Durante la caminata se cruzó con varias parejas, unas paseaban sin más para descansar del barullo del salón, otras buscaban rincones un poco más discretos, con seguridad para decirse palabras de amor e, incluso, besarse con pasión, pensó, suspirando.
Se preguntó si alguna vez hallaría un hombre que se fijara en ella. Cierto que había despertado el interés de varios caballeros, pero, a su modo de ver, eran demasiado jóvenes o demasiado mayores. Tal vez su aspecto menudo, carente de sugerentes curvas, su cabello anaranjado, herencia de su padre, y sus ojos tremendamente verdes, no fueran del agrado de los hombres que ella consideraba interesantes.
Había llegado a su rincón favorito, se encogió de hombros y dijo en voz alta, sin ser consciente de ello:
—¿Qué importa?
Se sentó en el banco de piedra bajo las rosas.

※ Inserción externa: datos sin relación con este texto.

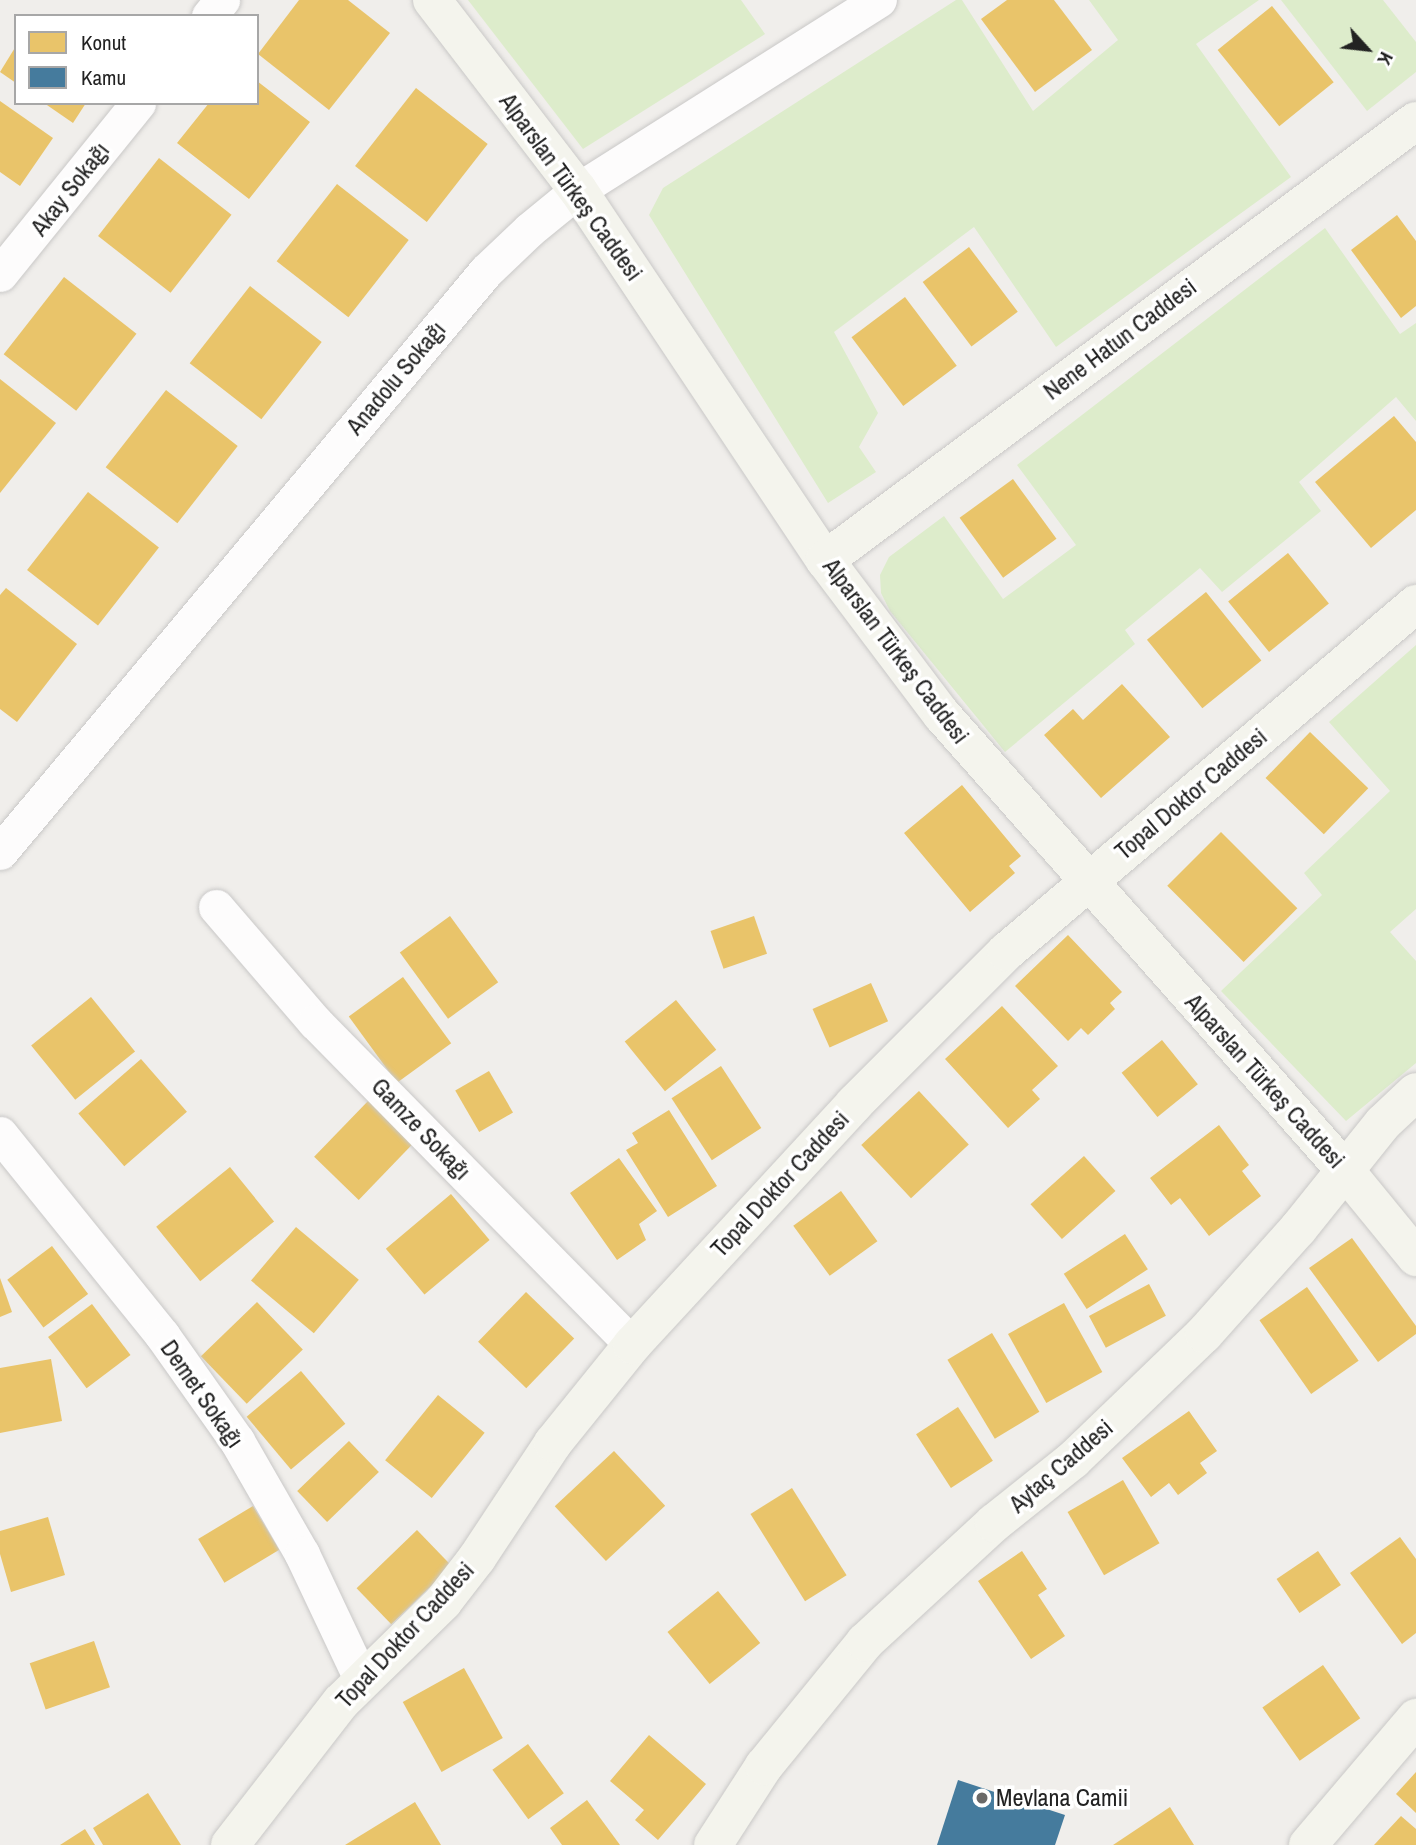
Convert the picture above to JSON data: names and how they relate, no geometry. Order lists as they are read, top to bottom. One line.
{"streets":{"street":["Alparslan Türkeş Caddesi","Akay Sokağı","Nene Hatun Caddesi","Anadolu Sokağı","Topal Doktor Caddesi","Gamze Sokağı","Demet Sokağı","Aytaç Caddesi"]},"crossings":[["Alparslan Türkeş Caddesi","Nene Hatun Caddesi"],["Alparslan Türkeş Caddesi","Anadolu Sokağı"],["Alparslan Türkeş Caddesi","Topal Doktor Caddesi"],["Alparslan Türkeş Caddesi","Aytaç Caddesi"],["Topal Doktor Caddesi","Gamze Sokağı"],["Topal Doktor Caddesi","Demet Sokağı"]],"places":["Mevlana Camii"],"legend":["Konut","Kamu"],"north":"bottom right"}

—¿Qué es lo que no importa? —La cálida y melodiosa voz llegó de detrás de los rosales.
Anna se levantó de inmediato y se giró con los ojos entornados.
—¿Quién anda ahí? —exigió saber, molesta por la intromisión.

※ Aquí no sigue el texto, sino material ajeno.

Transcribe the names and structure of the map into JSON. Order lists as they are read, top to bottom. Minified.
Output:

De entre las sombras, rodeando el macizo de flores, emergió un hombre alto y de cabello oscuro; distinguir sus rasgos en la penumbra resultaba casi imposible.
—Siento haberla asustado —se disculpó el desconocido con tono sosegado y acariciante.
—No lo ha hecho, pero me ha tomado por sorpresa, y además, no me agrada que me espíen —respondió, molesta por que la supusiera tan apocada.
—Créame si le digo que no la espiaba, simplemente paseaba del otro lado de la rosaleda, la escuché, y mi curiosidad fue mayor que mis modales. —Sonaba sincero y su voz la tenía por completo subyugada.
Qué maravilloso sería que alguien con un tono similar le susurrara al oído palabras de amor. Se estremeció de solo imaginarlo.
—¿Tiene frío?
—No, ha sido solo un... —se interrumpió sin saber cómo justificar el leve temblor.
Sus miradas se encontraron y, a pesar de la oscuridad, Anna tuvo la sensación de que él podía leer sus pensamientos. Sintió que el color acudía a sus mejillas. Incómoda, apartó la vista.
—¿No se está divirtiendo en la fiesta y por eso se refugia en el jardín, señorita…?
—Me divierto mucho, gracias —dijo, levantando su respingona nariz—. He salido a descansar un poco. Y ahora debo regresar, antes de que se preocupen por mi ausencia.
Sabía que eso no pasaría. Su tía estaba demasiado atareada con los invitados y Beth disfrutaba de tanta compañía que solo si bajara la escalera principal rodando lograría acaparar su atención.
—Adelante —la animó a volver a la fiesta—, seguro que los jóvenes están ansiosos por que vuelva a la pista de baile —respondió con un tono que a Anna le pareció jocoso.
Iba a decir algo, pero decidió no ponerse en evidencia delante de un desconocido con uno de sus airados comentarios.
—Por supuesto. —Girando sobre sus pequeños pies se encaminó hacia la casa—. Buenas noches, caballero.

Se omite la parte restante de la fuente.